The alliance to which Canada and now the Czech Republic belong is waging a struggle against the genocidal regime of Slobodan Milosevic. This struggle is neither easy nor popular and we can differ on its strategies and tactics. But there is one thing no reasonable person can deny: this is probably the first war that has not been waged in the name of “national interests,” but rather in the name of principles and values. If one can say of any war that it is ethical, or that it is being waged for ethical reasons, then it is true of this war. Kosovo has no oil fields to be coveted; no member nation in the alliance has any territorial demands on Kosovo; Milosovic does not threaten the territorial integrity of any member of the alliance. And yet the alliance is at war. It is fighting out of concern for the fate of others. It is fighting because no decent person can stand by and watch the systematic, state-directed murder of other people. It cannot tolerate such a thing. It cannot fail to provide assistance if it is within its power to do so.
This war places human rights above the rights of the state.

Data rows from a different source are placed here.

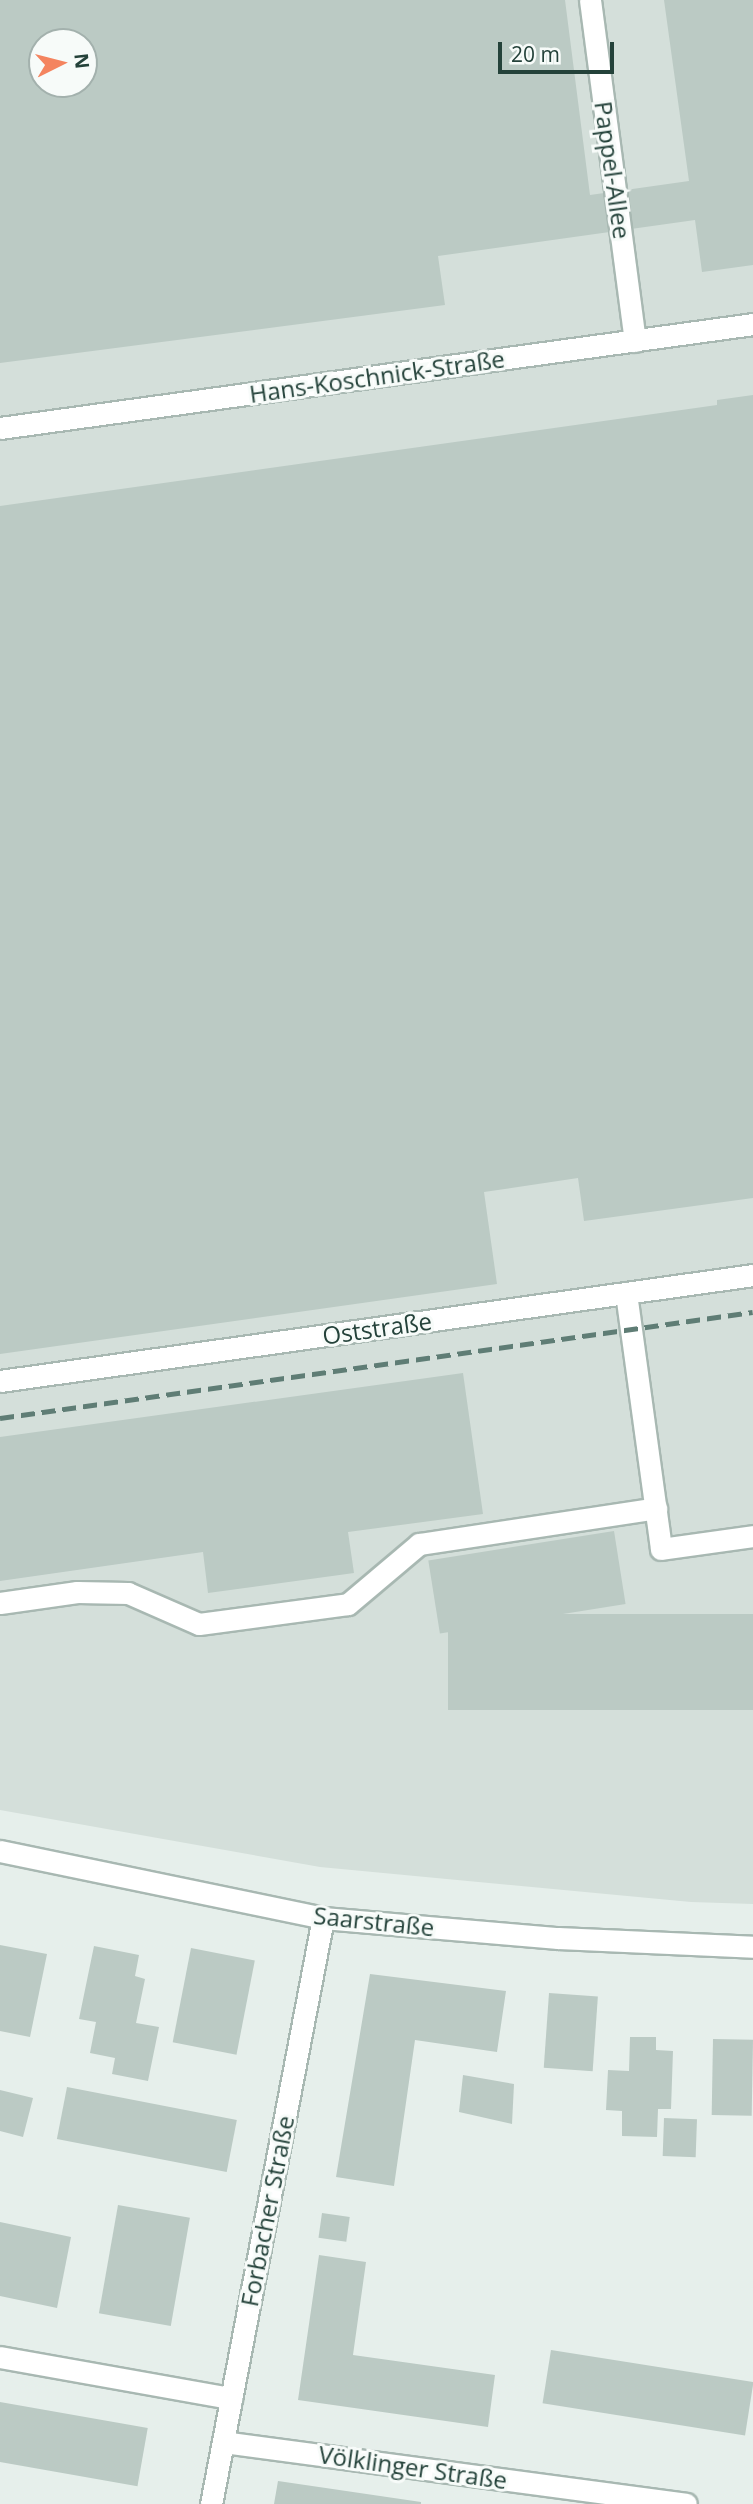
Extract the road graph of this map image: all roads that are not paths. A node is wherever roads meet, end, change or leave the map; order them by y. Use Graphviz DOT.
graph roads {
  1 [pos="590,0"];
  2 [pos="753,324"];
  3 [pos="635,341"];
  4 [pos="0,428"];
  5 [pos="753,1275"];
  6 [pos="626,1293"];
  7 [pos="0,1381"];
  8 [pos="656,1508"];
  9 [pos="753,1536"];
  10 [pos="0,1604"];
  11 [pos="0,1851"];
  12 [pos="323,1918"];
  13 [pos="753,1947"];
  14 [pos="0,2357"];
  15 [pos="231,2398"];
  16 [pos="223,2442"];
  17 [pos="211,2504"];
  18 [pos="686,2504"];
  1 -- 3 [label="street, Pappel-Allee"];
  2 -- 3 [label="street, Hans-Koschnick-Straße"];
  3 -- 4 [label="street, Hans-Koschnick-Straße"];
  5 -- 6 [label="street, Oststraße"];
  6 -- 7 [label="street, Oststraße"];
  6 -- 8 [label="street"];
  8 -- 9 [label="street"];
  8 -- 10 [label="street"];
  11 -- 12 [label="street, Saarstraße"];
  12 -- 13 [label="street, Saarstraße"];
  12 -- 15 [label="street, Forbacher Straße"];
  14 -- 15 [label="street"];
  15 -- 16 [label="street, Forbacher Straße"];
  16 -- 17 [label="street, Forbacher Straße"];
  16 -- 18 [label="street, Völklinger Straße"];
}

The Federal Republic of Yugoslavia was attacked by the alliance without a direct mandate from the UN. This did not happen irresponsibly, as an act of aggression or out of disrespect for international law. It happened, on the contrary, out of respect for the law, for a law that ranks higher than the law which protects the sovereignty of states. The alliance has acted out of respect for human rights, as both conscience and international legal documents dictate.
This is an important precedent for the future. It has been clearly said that it is simply not permissible to murder people, to drive them from their homes, to torture them, and to confiscate their property. What has been demonstrated here is the fact that human rights are indivisible and that if injustice is done to one, it is done to all.
I have often asked myself why human beings have any rights at all. I always come to the conclusion that human rights, human freedoms, and human dignity have their deepest roots somewhere outside the perceptible world. These values are as powerful as they are because, under certain circumstances, people accept them without compulsion and are willing to die for them, and they make sense only in the perspective of the infinite and the eternal. I am deeply convinced that what we do, whether it be in harmony with our conscience, the ambassador of eternity, or in conflict with it, can only finally be assessed in a dimension that lies beyond that world we can see around us. If we did not sense this, or subconsciously assume it, there are some things that we could never do.
Allow me to conclude my remarks on the state and its probable role in the future with the assertion that, while the state is a human creation, human beings are the creation of God.